All of the records below must be output exactly, with no pictures carried over.

Saved entries
================================

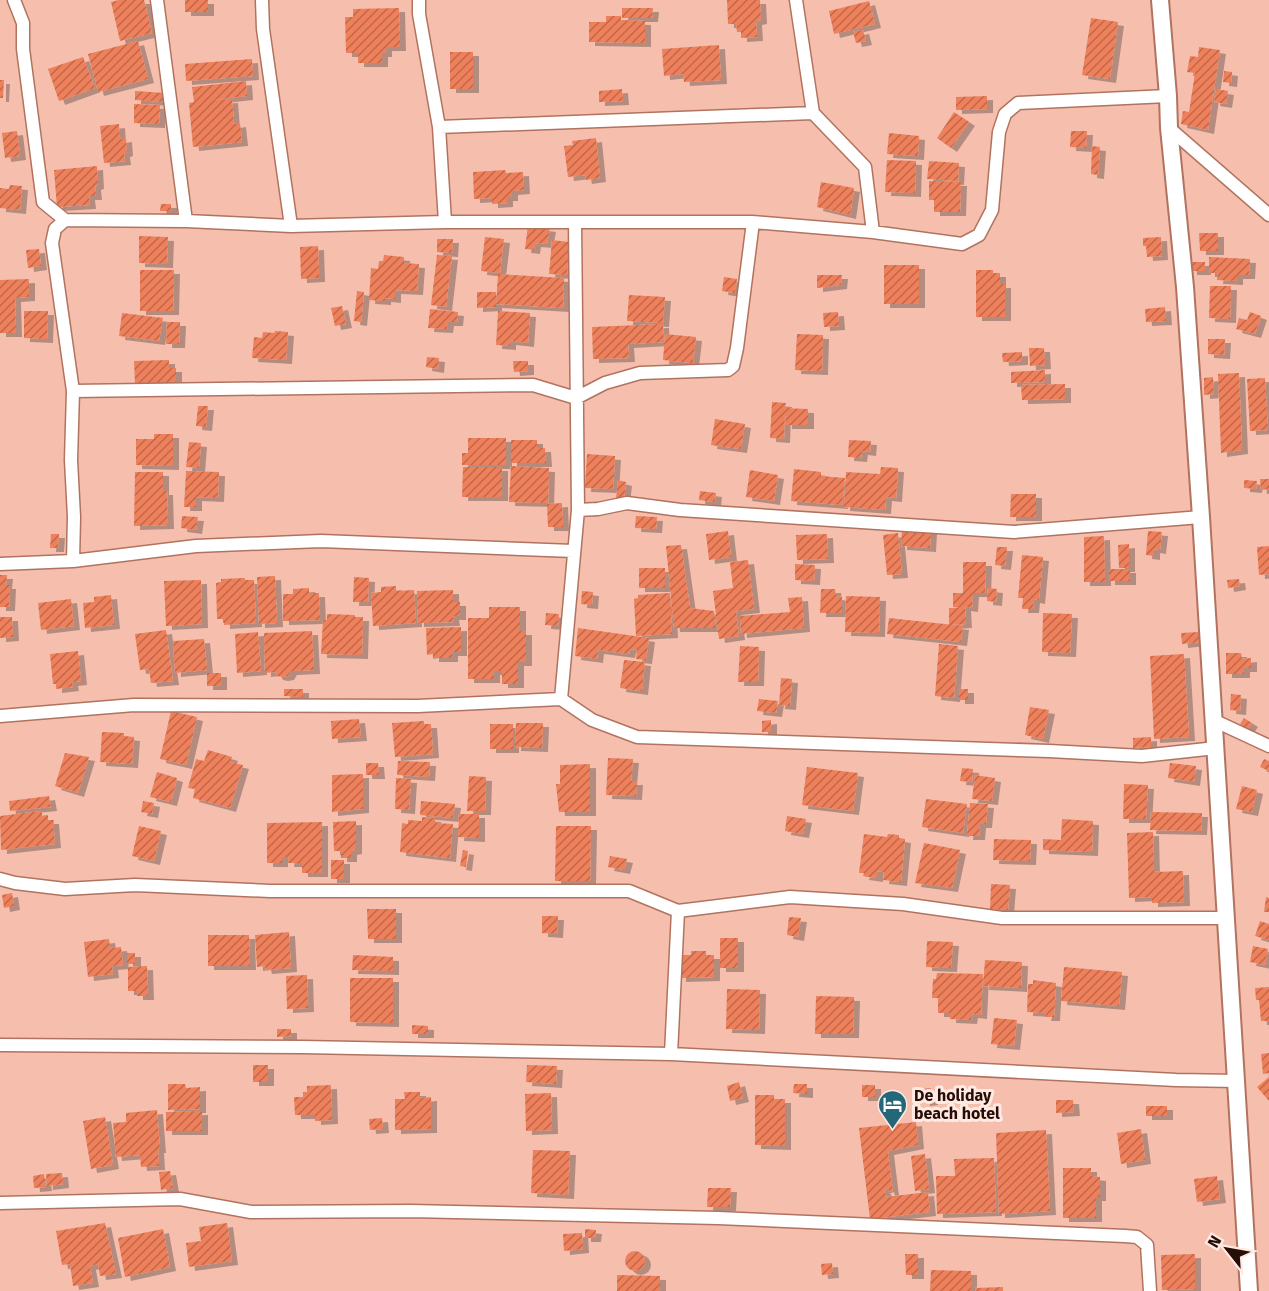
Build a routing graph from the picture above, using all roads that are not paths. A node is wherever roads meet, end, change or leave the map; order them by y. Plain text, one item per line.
1 (14, 0) edge
2 (158, 0) edge
3 (262, 0) edge
4 (419, 0) edge
5 (796, 0) edge
6 (1160, 0) edge
7 (1168, 96) junction
8 (813, 113) junction
9 (440, 127) junction
10 (1169, 128) junction
11 (1269, 215) edge
12 (65, 220) junction
13 (186, 220) junction
14 (445, 222) junction
15 (575, 222) junction
16 (753, 222) junction
17 (291, 226) junction
18 (873, 232) junction
19 (73, 391) junction
20 (576, 398) junction
21 (578, 510) junction
22 (1201, 517) junction
23 (573, 551) junction
24 (73, 561) junction
25 (0, 564) edge
26 (561, 699) junction
27 (0, 716) edge
28 (1213, 720) junction
29 (1269, 746) edge
30 (1216, 748) junction
31 (0, 879) edge
32 (678, 911) junction
33 (1227, 918) junction
34 (0, 1045) edge
35 (670, 1053) junction
36 (1237, 1081) junction
37 (0, 1203) edge
38 (1150, 1291) edge
39 (1249, 1291) edge

1 - 12 street
2 - 13 street
3 - 17 street
4 - 9 street
5 - 8 street
6 - 7 street
7 - 10 street
7 - 18 street
8 - 9 street
8 - 18 street
9 - 14 street
10 - 11 street
10 - 22 street
12 - 13 street
12 - 19 street
13 - 17 street
14 - 15 street
14 - 17 street
15 - 16 street
15 - 20 street
16 - 18 street
16 - 20 street
19 - 20 street
19 - 24 street
20 - 21 street
21 - 22 street
21 - 23 street
22 - 28 street
23 - 24 street
23 - 26 street
24 - 25 street
26 - 27 street
26 - 30 street
28 - 29 street
28 - 30 street
30 - 33 street
31 - 32 street
32 - 33 street
32 - 35 street
33 - 36 street
34 - 35 street
35 - 36 street
36 - 39 street
37 - 38 street

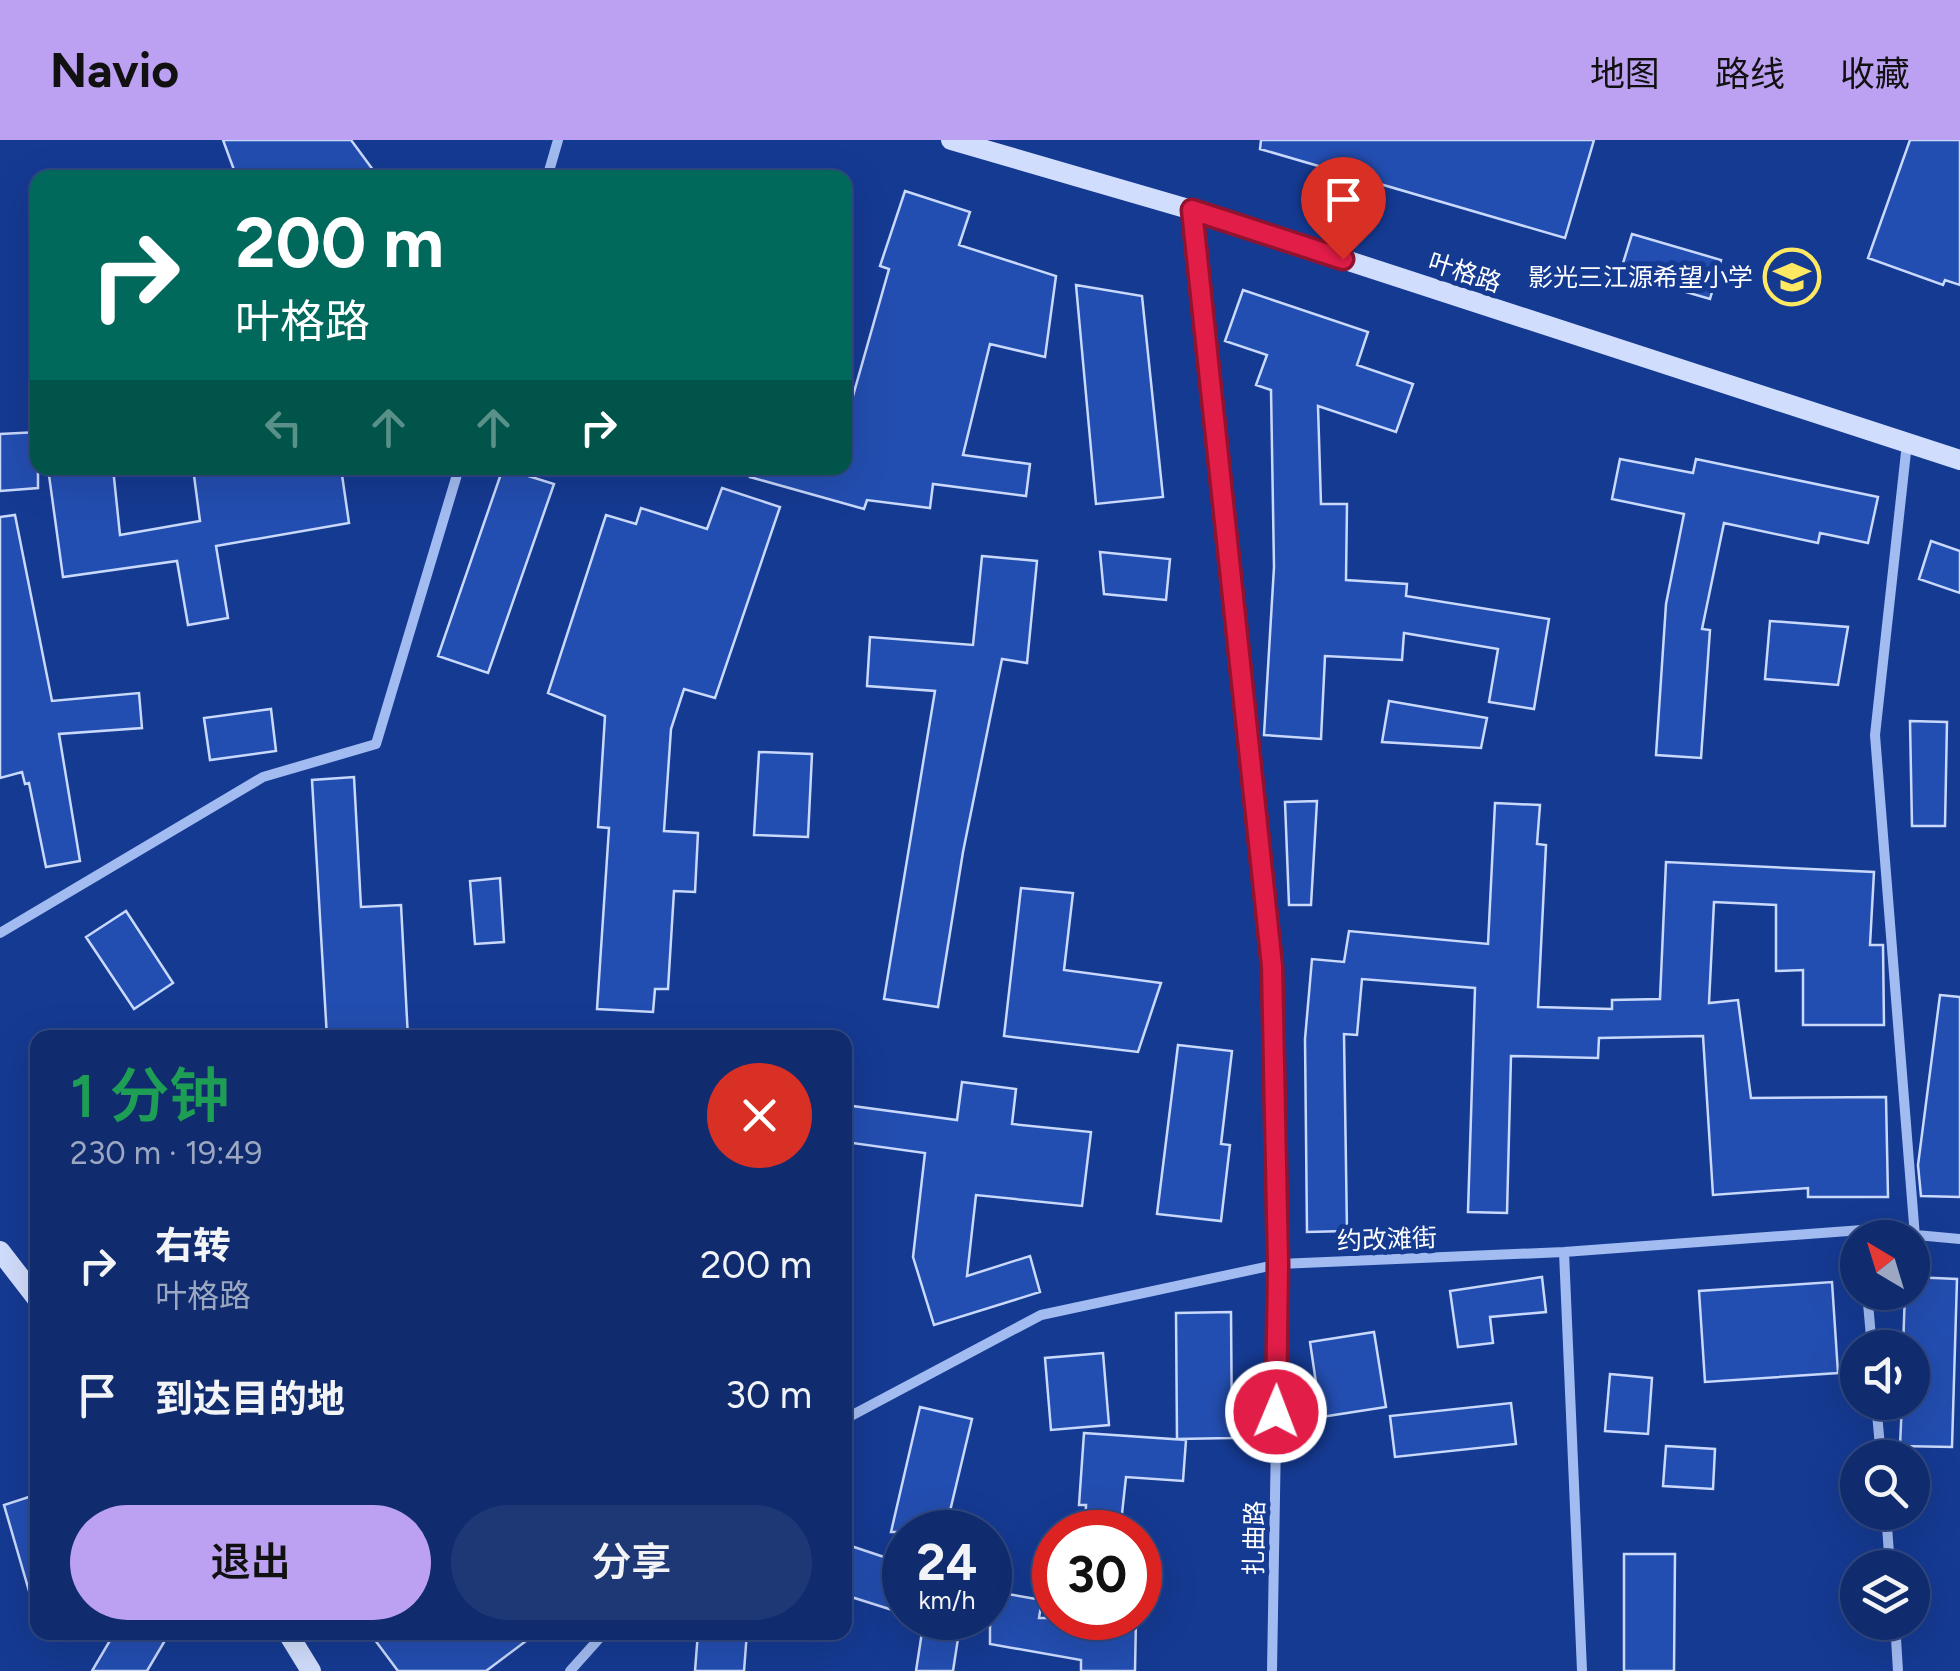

================================

- Response below -
Build a routing graph from the picture above, using all roads that are not paths. A node is wherever roads meet, end, change or leave the map; order them by y. Plain text, one item per line.
1 (14, 0) edge
2 (158, 0) edge
3 (262, 0) edge
4 (419, 0) edge
5 (796, 0) edge
6 (1160, 0) edge
7 (1168, 96) junction
8 (813, 113) junction
9 (440, 127) junction
10 (1169, 128) junction
11 (1269, 215) edge
12 (65, 220) junction
13 (186, 220) junction
14 (445, 222) junction
15 (575, 222) junction
16 (753, 222) junction
17 (291, 226) junction
18 (873, 232) junction
19 (73, 391) junction
20 (576, 398) junction
21 (578, 510) junction
22 (1201, 517) junction
23 (573, 551) junction
24 (73, 561) junction
25 (0, 564) edge
26 (561, 699) junction
27 (0, 716) edge
28 (1213, 720) junction
29 (1269, 746) edge
30 (1216, 748) junction
31 (0, 879) edge
32 (678, 911) junction
33 (1227, 918) junction
34 (0, 1045) edge
35 (670, 1053) junction
36 (1237, 1081) junction
37 (0, 1203) edge
38 (1150, 1291) edge
39 (1249, 1291) edge

1 - 12 street
2 - 13 street
3 - 17 street
4 - 9 street
5 - 8 street
6 - 7 street
7 - 10 street
7 - 18 street
8 - 9 street
8 - 18 street
9 - 14 street
10 - 11 street
10 - 22 street
12 - 13 street
12 - 19 street
13 - 17 street
14 - 15 street
14 - 17 street
15 - 16 street
15 - 20 street
16 - 18 street
16 - 20 street
19 - 20 street
19 - 24 street
20 - 21 street
21 - 22 street
21 - 23 street
22 - 28 street
23 - 24 street
23 - 26 street
24 - 25 street
26 - 27 street
26 - 30 street
28 - 29 street
28 - 30 street
30 - 33 street
31 - 32 street
32 - 33 street
32 - 35 street
33 - 36 street
34 - 35 street
35 - 36 street
36 - 39 street
37 - 38 street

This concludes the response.